GOAL OF THE EXERCISE:
Quote the entries below from the line with "index pip: (296, 240)" through the line with "index tip: (368, 215)", both ends included, and only those lines.

WORKING DATA:

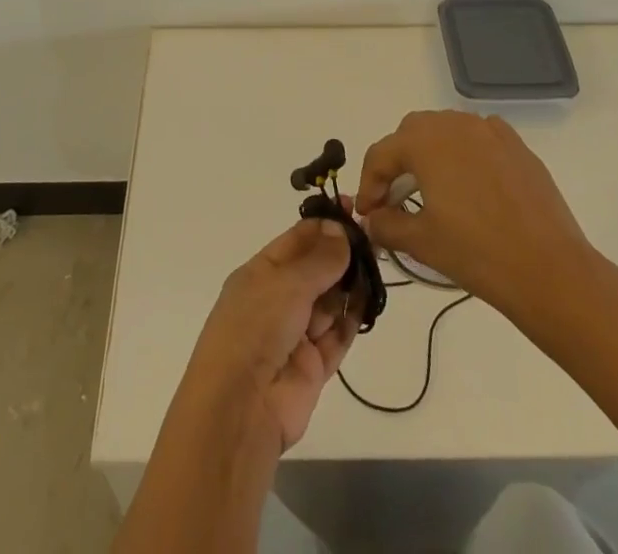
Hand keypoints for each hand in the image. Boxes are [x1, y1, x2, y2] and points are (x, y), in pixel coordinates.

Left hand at [173, 216, 359, 451]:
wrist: (241, 408)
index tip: (355, 210)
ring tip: (376, 266)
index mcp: (260, 273)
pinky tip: (371, 301)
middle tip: (373, 240)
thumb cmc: (256, 327)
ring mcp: (295, 334)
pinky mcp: (313, 367)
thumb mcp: (287, 283)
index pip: (296, 240)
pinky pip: (337, 335)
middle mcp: (277, 300)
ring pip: (329, 301)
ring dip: (350, 285)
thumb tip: (341, 230)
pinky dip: (352, 319)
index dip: (325, 225)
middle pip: (315, 270)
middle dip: (341, 255)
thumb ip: (320, 259)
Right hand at [355, 110, 594, 321]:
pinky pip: (479, 136)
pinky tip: (470, 182)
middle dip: (397, 162)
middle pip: (411, 133)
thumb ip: (387, 225)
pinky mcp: (517, 146)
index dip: (369, 185)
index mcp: (425, 142)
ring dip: (430, 153)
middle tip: (395, 200)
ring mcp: (489, 131)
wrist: (549, 270)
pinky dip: (465, 151)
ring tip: (432, 191)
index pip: (382, 154)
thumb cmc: (477, 253)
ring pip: (446, 129)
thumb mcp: (421, 242)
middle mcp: (454, 124)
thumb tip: (372, 220)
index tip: (368, 215)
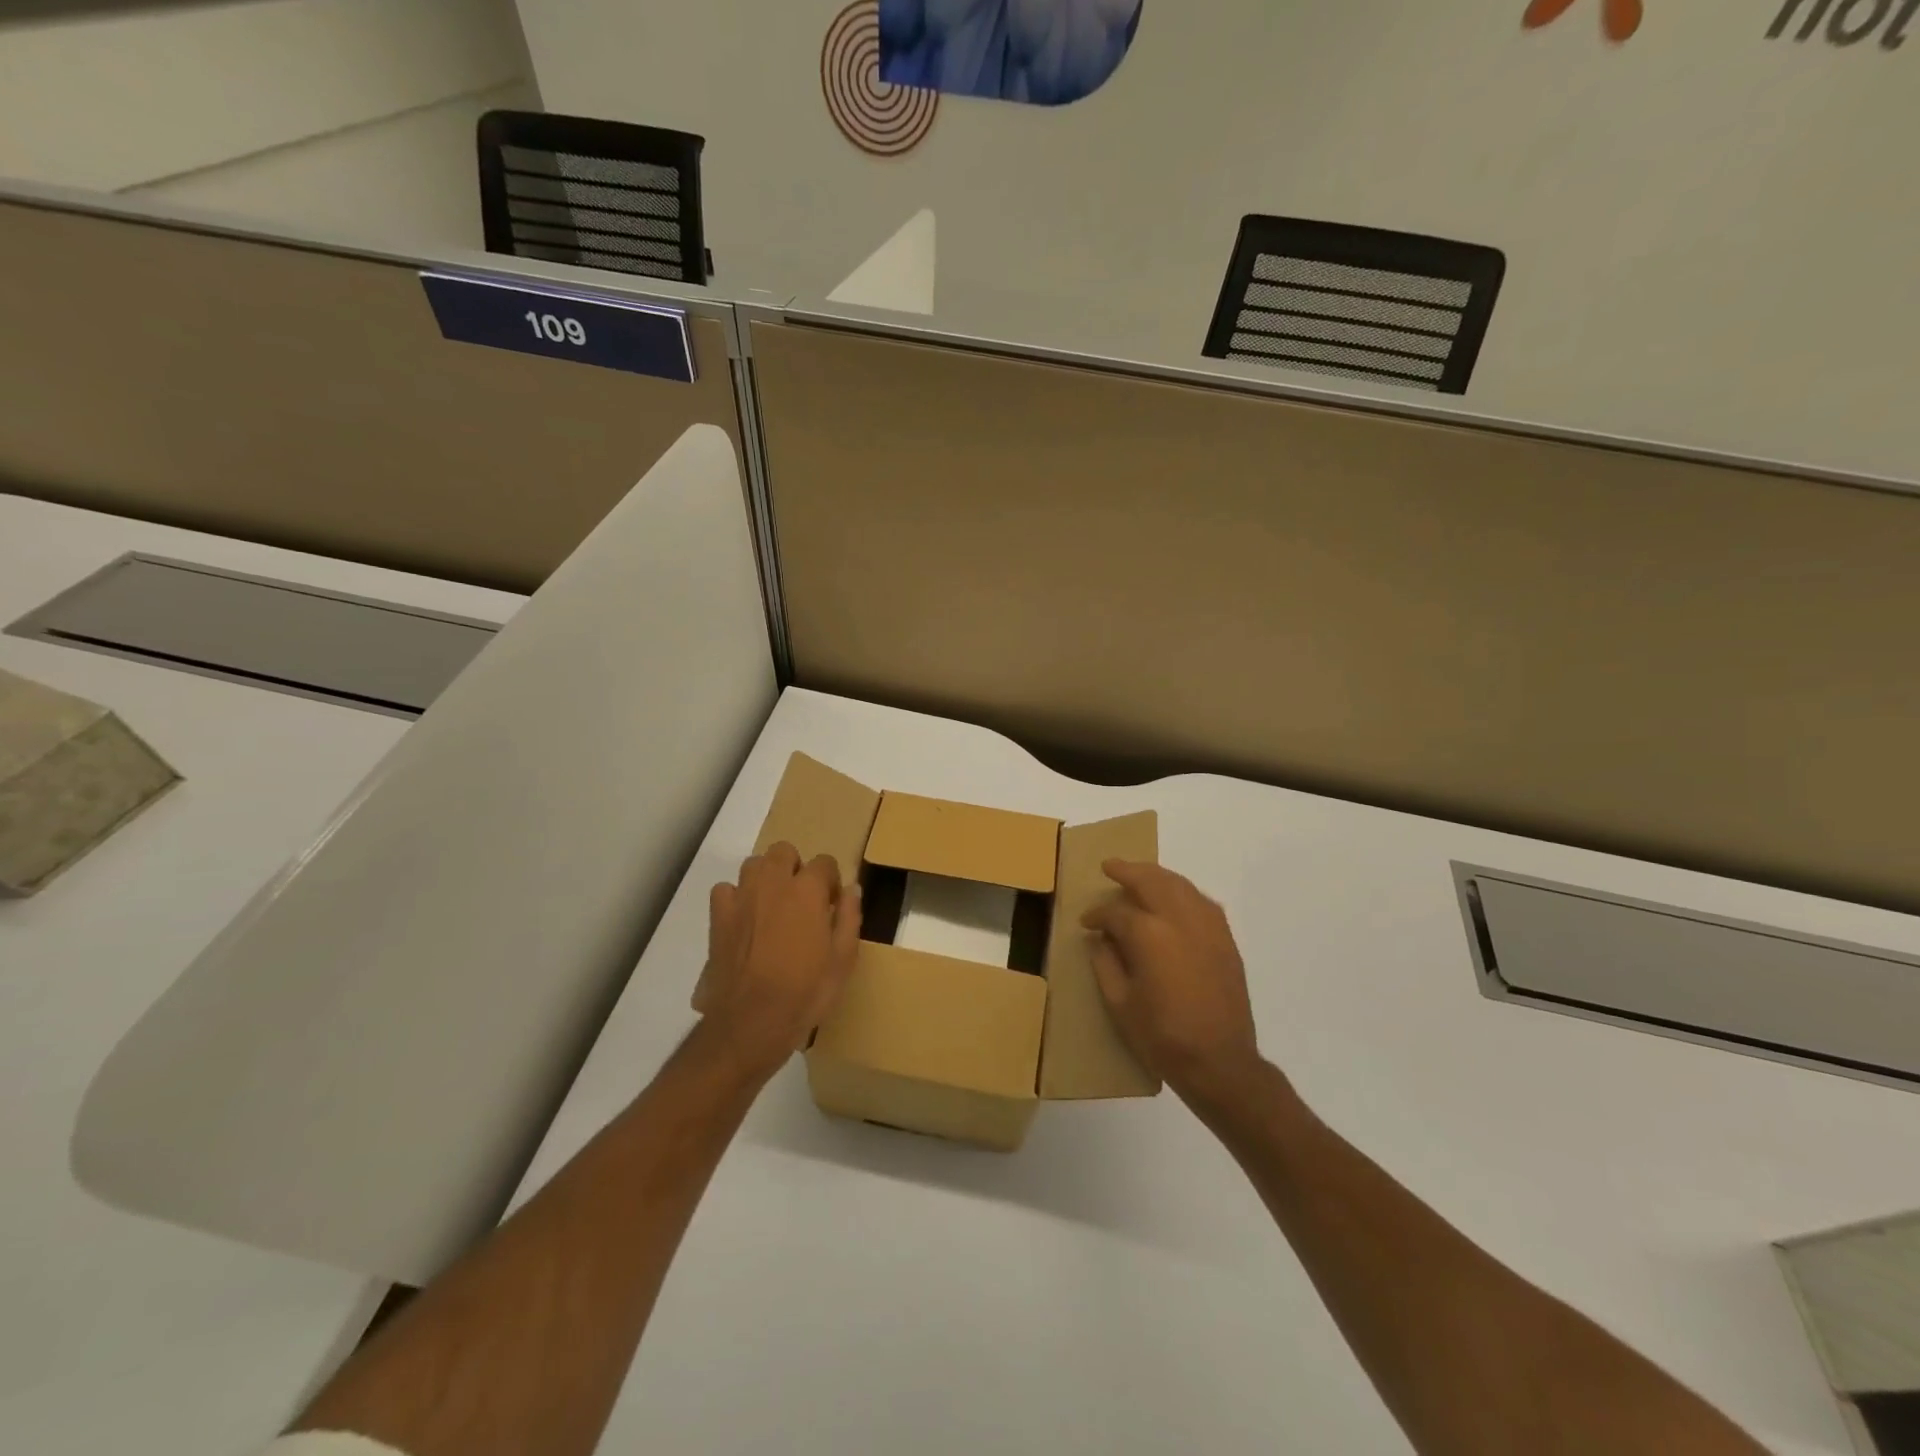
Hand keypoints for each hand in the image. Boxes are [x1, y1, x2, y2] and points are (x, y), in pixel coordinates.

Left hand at [696, 842, 861, 1079]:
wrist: (751, 1020)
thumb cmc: (806, 991)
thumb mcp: (843, 958)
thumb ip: (849, 917)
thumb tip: (852, 889)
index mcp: (807, 890)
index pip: (824, 862)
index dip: (831, 881)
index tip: (831, 905)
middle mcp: (773, 883)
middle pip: (784, 851)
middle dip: (795, 868)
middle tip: (802, 900)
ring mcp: (742, 897)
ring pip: (754, 864)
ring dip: (765, 877)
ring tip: (772, 906)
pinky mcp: (718, 916)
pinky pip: (726, 890)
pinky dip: (736, 898)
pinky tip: (744, 919)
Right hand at [1081, 860, 1263, 1102]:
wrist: (1220, 1062)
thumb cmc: (1161, 1036)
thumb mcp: (1119, 1003)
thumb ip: (1105, 963)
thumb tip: (1099, 939)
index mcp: (1149, 934)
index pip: (1116, 912)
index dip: (1098, 914)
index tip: (1087, 922)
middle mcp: (1179, 919)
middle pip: (1151, 880)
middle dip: (1127, 871)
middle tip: (1109, 867)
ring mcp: (1207, 926)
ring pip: (1179, 884)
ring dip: (1156, 875)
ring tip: (1139, 874)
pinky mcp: (1225, 939)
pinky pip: (1201, 901)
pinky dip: (1183, 891)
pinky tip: (1174, 897)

SOLUTION TO THE EXERCISE:
index pip: (296, 240)
pinky pip: (337, 335)
middle mcp: (277, 300)
ring pip: (329, 301)
ring dip: (350, 285)
thumb tip: (341, 230)
pinky dip: (352, 319)
index dip: (325, 225)
middle pip: (315, 270)
middle dip: (341, 255)
thumb ip: (320, 259)
Right hand at [355, 110, 594, 321]:
pinky pip: (479, 136)
pinky tip: (470, 182)
middle dip: (397, 162)
middle pip: (411, 133)
thumb ip: (387, 225)
pinky mcp: (517, 146)
index dip: (369, 185)
index mcp: (425, 142)
ring dip: (430, 153)
middle tip: (395, 200)
ring mcp: (489, 131)
wrist: (549, 270)
pinky dip: (465, 151)
ring tip: (432, 191)
index pip: (382, 154)
thumb cmc: (477, 253)
ring pip: (446, 129)
thumb mcp: (421, 242)
middle mcp: (454, 124)
thumb tip: (372, 220)
index tip: (368, 215)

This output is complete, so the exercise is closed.